Zane oversaw the militia tasked with defending the fort. He had been forewarned by spy John Lyn that the attack was coming, so he sent word to neighboring settlements, then ordered nearly everyone in town to repair to the fort. He remained in his house, which was about sixty yards from the fort and designed like a blockhouse complete with loopholes for rifles. Here military supplies were kept. Staying with Zane were Andrew Scott, George Greer, Molly Scott, Miss McColloch, a black man named Sam (he may have been a slave) and Zane’s wife, Elizabeth. Ebenezer put his younger brother, Colonel Silas, in charge of the fort proper. A boat from Pittsburgh heading to Louisville with cannonballs happened to be passing, so its captain and crew disembarked to help reinforce the fort.
The first attempt to breech its walls was made at midnight. Others followed. Neither battering rams aimed to breaking the gate down nor attempts to burn the fort and Zane’s house were successful. In the fort proper gunpowder was running low. Someone needed to dash to Zane’s house to get another keg. Ebenezer’s sister, Betty Zane, volunteered to do so because no man in the fort could be spared. Just twenty-three at the time, she had recently returned from school in Philadelphia.
Removing extra garments that might impede her, her dash from the fort to her brother’s house went smoothly because the Native Americans watching her thought a woman posed no threat. Inside, Zane had a keg of gunpowder ready but rather give it to her, he made a sack out of a tablecloth and poured the powder into that. On her return trip the attackers realized what she was about and fired at her, leaving nothing behind but a single bullet hole in the tablecloth. The fort used the extra gunpowder to fire its one cannon, repelling the besiegers until reinforcements came. Their arrived caused the attacking force to remove itself from the area.

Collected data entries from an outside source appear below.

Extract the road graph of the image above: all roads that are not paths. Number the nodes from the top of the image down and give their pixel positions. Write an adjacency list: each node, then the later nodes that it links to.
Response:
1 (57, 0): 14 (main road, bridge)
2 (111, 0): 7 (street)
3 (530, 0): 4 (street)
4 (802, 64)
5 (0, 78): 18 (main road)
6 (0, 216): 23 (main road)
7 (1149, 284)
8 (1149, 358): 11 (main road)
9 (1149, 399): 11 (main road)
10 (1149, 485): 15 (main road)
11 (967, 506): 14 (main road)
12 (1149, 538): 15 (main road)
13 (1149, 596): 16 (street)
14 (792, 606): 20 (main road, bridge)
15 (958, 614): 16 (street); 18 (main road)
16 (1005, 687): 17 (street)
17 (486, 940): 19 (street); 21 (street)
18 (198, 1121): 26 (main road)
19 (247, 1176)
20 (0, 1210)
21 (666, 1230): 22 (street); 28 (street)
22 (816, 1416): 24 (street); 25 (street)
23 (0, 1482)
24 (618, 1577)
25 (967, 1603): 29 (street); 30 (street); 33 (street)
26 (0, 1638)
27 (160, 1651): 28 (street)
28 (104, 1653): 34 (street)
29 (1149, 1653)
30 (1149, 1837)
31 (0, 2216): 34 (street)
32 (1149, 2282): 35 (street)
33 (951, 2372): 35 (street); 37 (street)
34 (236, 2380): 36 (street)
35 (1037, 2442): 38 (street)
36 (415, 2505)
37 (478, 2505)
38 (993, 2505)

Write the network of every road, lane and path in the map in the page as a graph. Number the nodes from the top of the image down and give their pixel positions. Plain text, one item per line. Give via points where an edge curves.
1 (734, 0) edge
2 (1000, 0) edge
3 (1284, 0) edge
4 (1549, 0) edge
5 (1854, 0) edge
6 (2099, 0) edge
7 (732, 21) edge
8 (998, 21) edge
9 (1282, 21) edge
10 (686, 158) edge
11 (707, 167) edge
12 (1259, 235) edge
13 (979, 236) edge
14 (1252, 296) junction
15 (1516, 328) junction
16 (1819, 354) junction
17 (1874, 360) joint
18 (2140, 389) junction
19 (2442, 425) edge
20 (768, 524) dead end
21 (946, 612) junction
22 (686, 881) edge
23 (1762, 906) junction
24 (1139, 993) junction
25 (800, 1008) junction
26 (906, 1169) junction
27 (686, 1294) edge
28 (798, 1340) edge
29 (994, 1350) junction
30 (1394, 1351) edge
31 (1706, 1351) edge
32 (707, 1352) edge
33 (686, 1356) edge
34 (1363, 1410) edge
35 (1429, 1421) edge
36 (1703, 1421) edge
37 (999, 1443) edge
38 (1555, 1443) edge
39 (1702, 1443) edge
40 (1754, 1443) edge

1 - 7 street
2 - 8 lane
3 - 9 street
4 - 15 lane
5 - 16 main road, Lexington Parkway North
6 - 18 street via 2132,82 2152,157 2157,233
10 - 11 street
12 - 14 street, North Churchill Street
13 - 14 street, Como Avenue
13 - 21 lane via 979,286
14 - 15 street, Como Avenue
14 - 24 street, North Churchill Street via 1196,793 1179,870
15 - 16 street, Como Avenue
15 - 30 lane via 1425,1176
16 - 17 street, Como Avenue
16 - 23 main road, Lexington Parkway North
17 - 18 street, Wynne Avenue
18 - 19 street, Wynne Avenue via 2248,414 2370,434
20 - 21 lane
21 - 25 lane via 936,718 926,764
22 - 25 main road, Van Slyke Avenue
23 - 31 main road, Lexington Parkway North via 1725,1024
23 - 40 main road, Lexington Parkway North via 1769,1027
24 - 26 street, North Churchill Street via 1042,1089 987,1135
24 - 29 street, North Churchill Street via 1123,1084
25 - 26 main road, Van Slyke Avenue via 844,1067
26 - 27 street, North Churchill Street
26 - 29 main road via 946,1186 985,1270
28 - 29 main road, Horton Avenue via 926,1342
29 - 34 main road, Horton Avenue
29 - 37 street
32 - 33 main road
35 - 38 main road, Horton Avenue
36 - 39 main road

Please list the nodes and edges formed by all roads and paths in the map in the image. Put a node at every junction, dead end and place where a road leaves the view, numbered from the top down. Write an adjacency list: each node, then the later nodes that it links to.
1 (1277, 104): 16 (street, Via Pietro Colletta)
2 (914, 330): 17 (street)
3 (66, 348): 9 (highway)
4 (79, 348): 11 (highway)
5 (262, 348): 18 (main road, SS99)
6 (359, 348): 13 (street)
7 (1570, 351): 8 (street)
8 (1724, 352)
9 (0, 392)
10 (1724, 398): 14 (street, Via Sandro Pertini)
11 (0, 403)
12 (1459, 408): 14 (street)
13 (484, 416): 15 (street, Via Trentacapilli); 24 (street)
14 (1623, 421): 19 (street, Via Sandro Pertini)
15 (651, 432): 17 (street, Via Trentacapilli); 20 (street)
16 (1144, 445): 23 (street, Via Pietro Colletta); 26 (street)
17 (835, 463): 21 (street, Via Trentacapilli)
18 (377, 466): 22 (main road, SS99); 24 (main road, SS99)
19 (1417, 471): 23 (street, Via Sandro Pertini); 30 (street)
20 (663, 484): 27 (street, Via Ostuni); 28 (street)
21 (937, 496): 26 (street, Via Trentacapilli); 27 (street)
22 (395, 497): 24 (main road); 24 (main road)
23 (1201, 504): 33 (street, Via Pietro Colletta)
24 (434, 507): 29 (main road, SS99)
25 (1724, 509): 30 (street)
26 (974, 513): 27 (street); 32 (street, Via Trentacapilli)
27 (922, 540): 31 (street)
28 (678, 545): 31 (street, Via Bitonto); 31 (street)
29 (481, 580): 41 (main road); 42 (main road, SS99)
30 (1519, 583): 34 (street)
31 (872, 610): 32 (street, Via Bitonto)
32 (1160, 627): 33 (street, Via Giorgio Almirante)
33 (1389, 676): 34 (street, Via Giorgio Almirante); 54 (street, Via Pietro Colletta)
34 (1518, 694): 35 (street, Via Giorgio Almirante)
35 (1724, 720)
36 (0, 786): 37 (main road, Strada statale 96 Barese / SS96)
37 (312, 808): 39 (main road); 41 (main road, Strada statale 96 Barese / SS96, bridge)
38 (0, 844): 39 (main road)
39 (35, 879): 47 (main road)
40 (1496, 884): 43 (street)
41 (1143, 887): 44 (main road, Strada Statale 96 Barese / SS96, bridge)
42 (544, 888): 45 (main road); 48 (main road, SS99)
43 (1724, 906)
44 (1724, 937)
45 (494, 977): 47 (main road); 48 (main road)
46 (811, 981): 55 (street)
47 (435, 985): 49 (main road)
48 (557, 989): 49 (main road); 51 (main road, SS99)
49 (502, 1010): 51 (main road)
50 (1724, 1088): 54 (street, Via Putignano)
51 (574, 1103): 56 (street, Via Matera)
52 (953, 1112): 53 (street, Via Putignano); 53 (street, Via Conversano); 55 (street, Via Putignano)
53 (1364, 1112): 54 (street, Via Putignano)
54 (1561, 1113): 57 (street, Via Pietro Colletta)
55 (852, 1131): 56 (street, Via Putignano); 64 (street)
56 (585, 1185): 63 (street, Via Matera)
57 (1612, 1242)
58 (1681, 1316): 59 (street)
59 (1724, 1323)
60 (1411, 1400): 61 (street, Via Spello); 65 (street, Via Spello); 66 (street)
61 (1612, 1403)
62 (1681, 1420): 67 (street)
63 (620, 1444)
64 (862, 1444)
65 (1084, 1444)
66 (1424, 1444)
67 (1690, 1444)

While it’s perfectly plausible and likely that that Elizabeth retrieved gunpowder from Zane’s house, many of the incident’s details are likely as fictious as those found in Betty Zane, the novel about the attack on the fort written by Betty’s great-grandnephew, Zane Grey. If she could carry a twenty-five keg of powder, then it made far more sense to leave it in that rather than put it into a tablecloth converted into a makeshift bag. It’s inevitable the powder would fall out between spaces where the cloth didn’t come together tightly. Also, a tablecloth made for a bigger target and a couple of shots through it would have really made it leak.
The attack on Fort Henry is often cited as the last battle of the American Revolution. It was not. The very last fight between the Patriots and Redcoats on American soil was the Battle of Dills Bluff in South Carolina on November 14, 1782. It was an unsuccessful American attack against the British to prompt them to depart.
With the war over, Ebenezer Zane gained a proper claim to the land he had squatted upon. In 1790 he, or more likely his wife, Elizabeth, established the first nursery in the Upper Ohio Valley where a new species of fruit, Zane’s Greening, was developed. This variety of apple was once popular in eastern Ohio, but if it’s still available, it likely uses another name. I was unable to find any reference to it past 1903.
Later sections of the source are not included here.